[Stored data]
• • • •

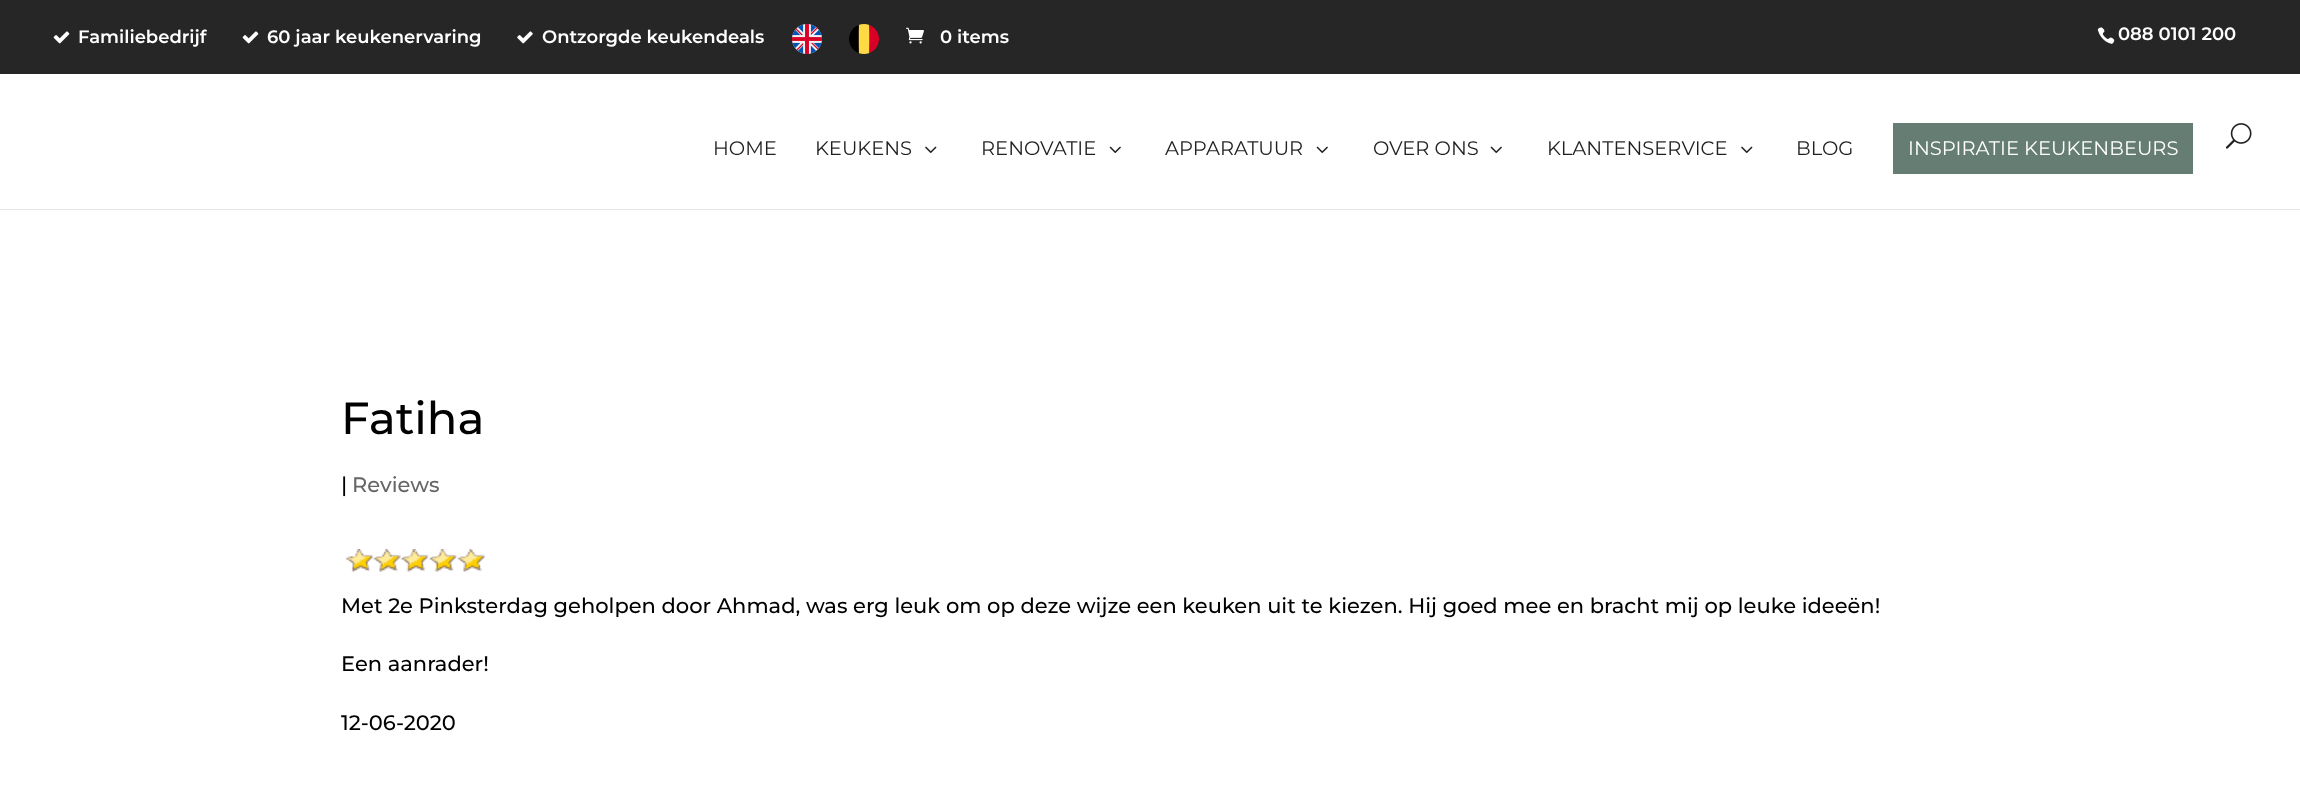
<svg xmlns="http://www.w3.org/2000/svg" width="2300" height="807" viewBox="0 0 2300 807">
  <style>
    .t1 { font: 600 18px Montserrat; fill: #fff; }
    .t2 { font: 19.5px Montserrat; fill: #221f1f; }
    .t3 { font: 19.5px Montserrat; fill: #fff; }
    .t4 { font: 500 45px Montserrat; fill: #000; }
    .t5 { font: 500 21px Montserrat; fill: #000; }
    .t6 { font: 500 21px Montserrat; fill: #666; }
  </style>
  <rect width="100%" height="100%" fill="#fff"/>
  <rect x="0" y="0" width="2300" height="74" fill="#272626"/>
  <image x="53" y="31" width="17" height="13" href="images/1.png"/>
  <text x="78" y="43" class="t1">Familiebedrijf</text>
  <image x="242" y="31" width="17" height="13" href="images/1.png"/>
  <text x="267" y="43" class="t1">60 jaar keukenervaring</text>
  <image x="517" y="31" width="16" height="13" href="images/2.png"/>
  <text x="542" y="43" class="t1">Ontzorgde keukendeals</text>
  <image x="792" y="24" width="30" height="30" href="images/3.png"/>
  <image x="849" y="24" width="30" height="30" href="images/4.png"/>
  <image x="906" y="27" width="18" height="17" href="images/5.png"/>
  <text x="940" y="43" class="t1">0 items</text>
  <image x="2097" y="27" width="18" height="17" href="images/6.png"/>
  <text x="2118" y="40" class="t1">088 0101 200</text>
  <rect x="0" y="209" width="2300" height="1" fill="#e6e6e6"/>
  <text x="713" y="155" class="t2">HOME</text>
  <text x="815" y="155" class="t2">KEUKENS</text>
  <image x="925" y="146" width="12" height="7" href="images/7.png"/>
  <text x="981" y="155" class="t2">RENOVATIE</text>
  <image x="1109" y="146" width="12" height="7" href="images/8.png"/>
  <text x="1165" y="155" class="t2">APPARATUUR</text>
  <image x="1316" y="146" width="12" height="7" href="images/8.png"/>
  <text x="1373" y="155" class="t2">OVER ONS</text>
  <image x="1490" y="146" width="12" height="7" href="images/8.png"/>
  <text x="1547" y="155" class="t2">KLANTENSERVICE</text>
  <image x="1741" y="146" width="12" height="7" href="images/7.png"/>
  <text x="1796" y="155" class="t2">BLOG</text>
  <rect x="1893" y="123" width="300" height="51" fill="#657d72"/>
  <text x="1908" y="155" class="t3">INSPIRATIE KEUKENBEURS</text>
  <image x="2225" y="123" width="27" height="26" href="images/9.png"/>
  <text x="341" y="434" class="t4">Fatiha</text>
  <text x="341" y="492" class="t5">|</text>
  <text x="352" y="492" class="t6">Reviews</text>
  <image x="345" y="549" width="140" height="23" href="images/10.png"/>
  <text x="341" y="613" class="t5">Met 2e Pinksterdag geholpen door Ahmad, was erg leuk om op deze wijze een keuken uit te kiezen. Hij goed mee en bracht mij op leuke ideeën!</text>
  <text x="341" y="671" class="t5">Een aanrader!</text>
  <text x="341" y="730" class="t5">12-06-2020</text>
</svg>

• • • •

→ EXERCISE DIRECTIONS:
Give the lines again exactly, starting where the entries begin and stopping once the line with "font: 500 45px" is included; pictures are not copied.

→ WRITTEN REPLY:
<svg xmlns="http://www.w3.org/2000/svg" width="2300" height="807" viewBox="0 0 2300 807">
  <style>
    .t1 { font: 600 18px Montserrat; fill: #fff; }
    .t2 { font: 19.5px Montserrat; fill: #221f1f; }
    .t3 { font: 19.5px Montserrat; fill: #fff; }
    .t4 { font: 500 45px Montserrat; fill: #000; }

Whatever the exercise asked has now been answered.